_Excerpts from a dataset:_
◇ ◇ ◇

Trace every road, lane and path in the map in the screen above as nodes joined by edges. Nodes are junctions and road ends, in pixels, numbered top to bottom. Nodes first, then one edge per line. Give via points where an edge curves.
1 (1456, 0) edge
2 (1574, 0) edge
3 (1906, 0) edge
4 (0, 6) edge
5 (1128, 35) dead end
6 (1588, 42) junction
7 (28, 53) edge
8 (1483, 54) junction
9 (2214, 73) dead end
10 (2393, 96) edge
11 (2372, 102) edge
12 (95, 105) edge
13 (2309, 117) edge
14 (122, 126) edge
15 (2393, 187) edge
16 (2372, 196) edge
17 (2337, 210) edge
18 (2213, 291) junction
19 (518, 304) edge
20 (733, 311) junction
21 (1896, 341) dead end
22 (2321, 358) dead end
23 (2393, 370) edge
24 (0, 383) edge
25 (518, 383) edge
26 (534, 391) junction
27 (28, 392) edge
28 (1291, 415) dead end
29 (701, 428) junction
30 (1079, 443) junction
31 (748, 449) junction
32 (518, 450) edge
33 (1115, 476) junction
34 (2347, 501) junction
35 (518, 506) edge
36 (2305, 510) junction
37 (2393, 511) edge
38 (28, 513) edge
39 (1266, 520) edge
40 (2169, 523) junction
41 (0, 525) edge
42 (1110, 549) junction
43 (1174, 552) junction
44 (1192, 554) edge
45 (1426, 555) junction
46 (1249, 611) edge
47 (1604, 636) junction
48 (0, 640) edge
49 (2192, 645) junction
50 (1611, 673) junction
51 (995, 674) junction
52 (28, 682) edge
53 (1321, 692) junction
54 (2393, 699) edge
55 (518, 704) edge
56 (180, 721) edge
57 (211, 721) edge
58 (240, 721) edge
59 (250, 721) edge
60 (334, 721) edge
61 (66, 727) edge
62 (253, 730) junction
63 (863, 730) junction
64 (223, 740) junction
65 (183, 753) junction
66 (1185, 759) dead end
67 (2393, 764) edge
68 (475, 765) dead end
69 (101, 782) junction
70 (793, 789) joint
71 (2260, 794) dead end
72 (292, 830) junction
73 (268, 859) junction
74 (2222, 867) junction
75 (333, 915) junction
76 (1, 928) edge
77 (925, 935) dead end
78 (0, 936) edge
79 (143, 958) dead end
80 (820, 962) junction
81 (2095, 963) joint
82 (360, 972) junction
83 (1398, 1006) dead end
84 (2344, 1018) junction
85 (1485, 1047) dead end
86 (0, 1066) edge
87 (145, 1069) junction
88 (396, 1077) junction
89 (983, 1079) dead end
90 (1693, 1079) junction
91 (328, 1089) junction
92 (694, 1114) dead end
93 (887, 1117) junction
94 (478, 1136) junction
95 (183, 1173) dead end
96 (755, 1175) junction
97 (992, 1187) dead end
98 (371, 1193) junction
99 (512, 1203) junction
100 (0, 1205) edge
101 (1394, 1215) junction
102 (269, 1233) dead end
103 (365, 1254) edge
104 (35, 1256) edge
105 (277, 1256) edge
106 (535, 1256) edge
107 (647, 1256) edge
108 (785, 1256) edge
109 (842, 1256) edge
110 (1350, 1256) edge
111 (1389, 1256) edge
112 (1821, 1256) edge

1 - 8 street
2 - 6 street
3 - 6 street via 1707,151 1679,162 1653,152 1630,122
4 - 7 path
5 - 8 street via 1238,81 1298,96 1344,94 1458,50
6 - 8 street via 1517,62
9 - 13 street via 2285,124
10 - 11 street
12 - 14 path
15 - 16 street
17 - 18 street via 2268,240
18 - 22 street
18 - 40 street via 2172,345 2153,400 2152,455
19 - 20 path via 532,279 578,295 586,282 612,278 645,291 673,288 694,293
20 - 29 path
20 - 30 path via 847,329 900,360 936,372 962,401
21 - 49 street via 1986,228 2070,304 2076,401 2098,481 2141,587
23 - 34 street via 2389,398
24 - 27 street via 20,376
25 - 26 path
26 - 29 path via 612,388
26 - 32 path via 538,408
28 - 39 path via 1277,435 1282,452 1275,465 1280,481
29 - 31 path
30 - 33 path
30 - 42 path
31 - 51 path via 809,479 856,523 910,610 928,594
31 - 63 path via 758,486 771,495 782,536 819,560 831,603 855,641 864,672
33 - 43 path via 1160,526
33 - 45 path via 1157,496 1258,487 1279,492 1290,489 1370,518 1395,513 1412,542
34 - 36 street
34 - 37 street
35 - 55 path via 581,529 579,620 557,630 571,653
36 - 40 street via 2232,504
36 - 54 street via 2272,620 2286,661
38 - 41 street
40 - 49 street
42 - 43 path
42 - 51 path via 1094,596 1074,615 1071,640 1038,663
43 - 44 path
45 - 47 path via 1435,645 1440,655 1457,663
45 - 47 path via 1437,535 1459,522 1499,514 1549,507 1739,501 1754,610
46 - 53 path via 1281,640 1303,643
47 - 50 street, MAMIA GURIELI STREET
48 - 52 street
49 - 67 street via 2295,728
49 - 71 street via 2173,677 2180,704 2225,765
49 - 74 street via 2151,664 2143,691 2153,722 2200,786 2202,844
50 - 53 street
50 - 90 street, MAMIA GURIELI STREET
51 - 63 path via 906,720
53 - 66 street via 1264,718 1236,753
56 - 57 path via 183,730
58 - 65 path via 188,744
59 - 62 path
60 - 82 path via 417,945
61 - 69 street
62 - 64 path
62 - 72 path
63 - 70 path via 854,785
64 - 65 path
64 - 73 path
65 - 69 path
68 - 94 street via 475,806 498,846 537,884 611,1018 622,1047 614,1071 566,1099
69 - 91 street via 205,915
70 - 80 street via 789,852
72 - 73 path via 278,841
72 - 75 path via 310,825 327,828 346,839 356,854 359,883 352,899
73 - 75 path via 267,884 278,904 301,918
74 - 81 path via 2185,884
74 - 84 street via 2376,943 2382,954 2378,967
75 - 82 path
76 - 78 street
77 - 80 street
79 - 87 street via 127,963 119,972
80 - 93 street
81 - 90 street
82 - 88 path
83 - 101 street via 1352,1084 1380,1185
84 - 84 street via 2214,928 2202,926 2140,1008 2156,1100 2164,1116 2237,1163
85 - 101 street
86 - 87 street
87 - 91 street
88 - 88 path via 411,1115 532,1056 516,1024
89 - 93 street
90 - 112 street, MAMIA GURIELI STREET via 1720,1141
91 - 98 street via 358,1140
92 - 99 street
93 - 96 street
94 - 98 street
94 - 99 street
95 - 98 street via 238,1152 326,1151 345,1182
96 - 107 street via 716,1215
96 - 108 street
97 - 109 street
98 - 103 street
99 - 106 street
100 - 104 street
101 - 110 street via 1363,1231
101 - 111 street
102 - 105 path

◇ ◇ ◇

_WHAT IS NEEDED:_ Without changing a word, print all of the entries above.

_RESPONSE FOR THIS EXERCISE:_
Trace every road, lane and path in the map in the screen above as nodes joined by edges. Nodes are junctions and road ends, in pixels, numbered top to bottom. Nodes first, then one edge per line. Give via points where an edge curves.
1 (1456, 0) edge
2 (1574, 0) edge
3 (1906, 0) edge
4 (0, 6) edge
5 (1128, 35) dead end
6 (1588, 42) junction
7 (28, 53) edge
8 (1483, 54) junction
9 (2214, 73) dead end
10 (2393, 96) edge
11 (2372, 102) edge
12 (95, 105) edge
13 (2309, 117) edge
14 (122, 126) edge
15 (2393, 187) edge
16 (2372, 196) edge
17 (2337, 210) edge
18 (2213, 291) junction
19 (518, 304) edge
20 (733, 311) junction
21 (1896, 341) dead end
22 (2321, 358) dead end
23 (2393, 370) edge
24 (0, 383) edge
25 (518, 383) edge
26 (534, 391) junction
27 (28, 392) edge
28 (1291, 415) dead end
29 (701, 428) junction
30 (1079, 443) junction
31 (748, 449) junction
32 (518, 450) edge
33 (1115, 476) junction
34 (2347, 501) junction
35 (518, 506) edge
36 (2305, 510) junction
37 (2393, 511) edge
38 (28, 513) edge
39 (1266, 520) edge
40 (2169, 523) junction
41 (0, 525) edge
42 (1110, 549) junction
43 (1174, 552) junction
44 (1192, 554) edge
45 (1426, 555) junction
46 (1249, 611) edge
47 (1604, 636) junction
48 (0, 640) edge
49 (2192, 645) junction
50 (1611, 673) junction
51 (995, 674) junction
52 (28, 682) edge
53 (1321, 692) junction
54 (2393, 699) edge
55 (518, 704) edge
56 (180, 721) edge
57 (211, 721) edge
58 (240, 721) edge
59 (250, 721) edge
60 (334, 721) edge
61 (66, 727) edge
62 (253, 730) junction
63 (863, 730) junction
64 (223, 740) junction
65 (183, 753) junction
66 (1185, 759) dead end
67 (2393, 764) edge
68 (475, 765) dead end
69 (101, 782) junction
70 (793, 789) joint
71 (2260, 794) dead end
72 (292, 830) junction
73 (268, 859) junction
74 (2222, 867) junction
75 (333, 915) junction
76 (1, 928) edge
77 (925, 935) dead end
78 (0, 936) edge
79 (143, 958) dead end
80 (820, 962) junction
81 (2095, 963) joint
82 (360, 972) junction
83 (1398, 1006) dead end
84 (2344, 1018) junction
85 (1485, 1047) dead end
86 (0, 1066) edge
87 (145, 1069) junction
88 (396, 1077) junction
89 (983, 1079) dead end
90 (1693, 1079) junction
91 (328, 1089) junction
92 (694, 1114) dead end
93 (887, 1117) junction
94 (478, 1136) junction
95 (183, 1173) dead end
96 (755, 1175) junction
97 (992, 1187) dead end
98 (371, 1193) junction
99 (512, 1203) junction
100 (0, 1205) edge
101 (1394, 1215) junction
102 (269, 1233) dead end
103 (365, 1254) edge
104 (35, 1256) edge
105 (277, 1256) edge
106 (535, 1256) edge
107 (647, 1256) edge
108 (785, 1256) edge
109 (842, 1256) edge
110 (1350, 1256) edge
111 (1389, 1256) edge
112 (1821, 1256) edge

1 - 8 street
2 - 6 street
3 - 6 street via 1707,151 1679,162 1653,152 1630,122
4 - 7 path
5 - 8 street via 1238,81 1298,96 1344,94 1458,50
6 - 8 street via 1517,62
9 - 13 street via 2285,124
10 - 11 street
12 - 14 path
15 - 16 street
17 - 18 street via 2268,240
18 - 22 street
18 - 40 street via 2172,345 2153,400 2152,455
19 - 20 path via 532,279 578,295 586,282 612,278 645,291 673,288 694,293
20 - 29 path
20 - 30 path via 847,329 900,360 936,372 962,401
21 - 49 street via 1986,228 2070,304 2076,401 2098,481 2141,587
23 - 34 street via 2389,398
24 - 27 street via 20,376
25 - 26 path
26 - 29 path via 612,388
26 - 32 path via 538,408
28 - 39 path via 1277,435 1282,452 1275,465 1280,481
29 - 31 path
30 - 33 path
30 - 42 path
31 - 51 path via 809,479 856,523 910,610 928,594
31 - 63 path via 758,486 771,495 782,536 819,560 831,603 855,641 864,672
33 - 43 path via 1160,526
33 - 45 path via 1157,496 1258,487 1279,492 1290,489 1370,518 1395,513 1412,542
34 - 36 street
34 - 37 street
35 - 55 path via 581,529 579,620 557,630 571,653
36 - 40 street via 2232,504
36 - 54 street via 2272,620 2286,661
38 - 41 street
40 - 49 street
42 - 43 path
42 - 51 path via 1094,596 1074,615 1071,640 1038,663
43 - 44 path
45 - 47 path via 1435,645 1440,655 1457,663
45 - 47 path via 1437,535 1459,522 1499,514 1549,507 1739,501 1754,610
46 - 53 path via 1281,640 1303,643
47 - 50 street, MAMIA GURIELI STREET
48 - 52 street
49 - 67 street via 2295,728
49 - 71 street via 2173,677 2180,704 2225,765
49 - 74 street via 2151,664 2143,691 2153,722 2200,786 2202,844
50 - 53 street
50 - 90 street, MAMIA GURIELI STREET
51 - 63 path via 906,720
53 - 66 street via 1264,718 1236,753
56 - 57 path via 183,730
58 - 65 path via 188,744
59 - 62 path
60 - 82 path via 417,945
61 - 69 street
62 - 64 path
62 - 72 path
63 - 70 path via 854,785
64 - 65 path
64 - 73 path
65 - 69 path
68 - 94 street via 475,806 498,846 537,884 611,1018 622,1047 614,1071 566,1099
69 - 91 street via 205,915
70 - 80 street via 789,852
72 - 73 path via 278,841
72 - 75 path via 310,825 327,828 346,839 356,854 359,883 352,899
73 - 75 path via 267,884 278,904 301,918
74 - 81 path via 2185,884
74 - 84 street via 2376,943 2382,954 2378,967
75 - 82 path
76 - 78 street
77 - 80 street
79 - 87 street via 127,963 119,972
80 - 93 street
81 - 90 street
82 - 88 path
83 - 101 street via 1352,1084 1380,1185
84 - 84 street via 2214,928 2202,926 2140,1008 2156,1100 2164,1116 2237,1163
85 - 101 street
86 - 87 street
87 - 91 street
88 - 88 path via 411,1115 532,1056 516,1024
89 - 93 street
90 - 112 street, MAMIA GURIELI STREET via 1720,1141
91 - 98 street via 358,1140
92 - 99 street
93 - 96 street
94 - 98 street
94 - 99 street
95 - 98 street via 238,1152 326,1151 345,1182
96 - 107 street via 716,1215
96 - 108 street
97 - 109 street
98 - 103 street
99 - 106 street
100 - 104 street
101 - 110 street via 1363,1231
101 - 111 street
102 - 105 path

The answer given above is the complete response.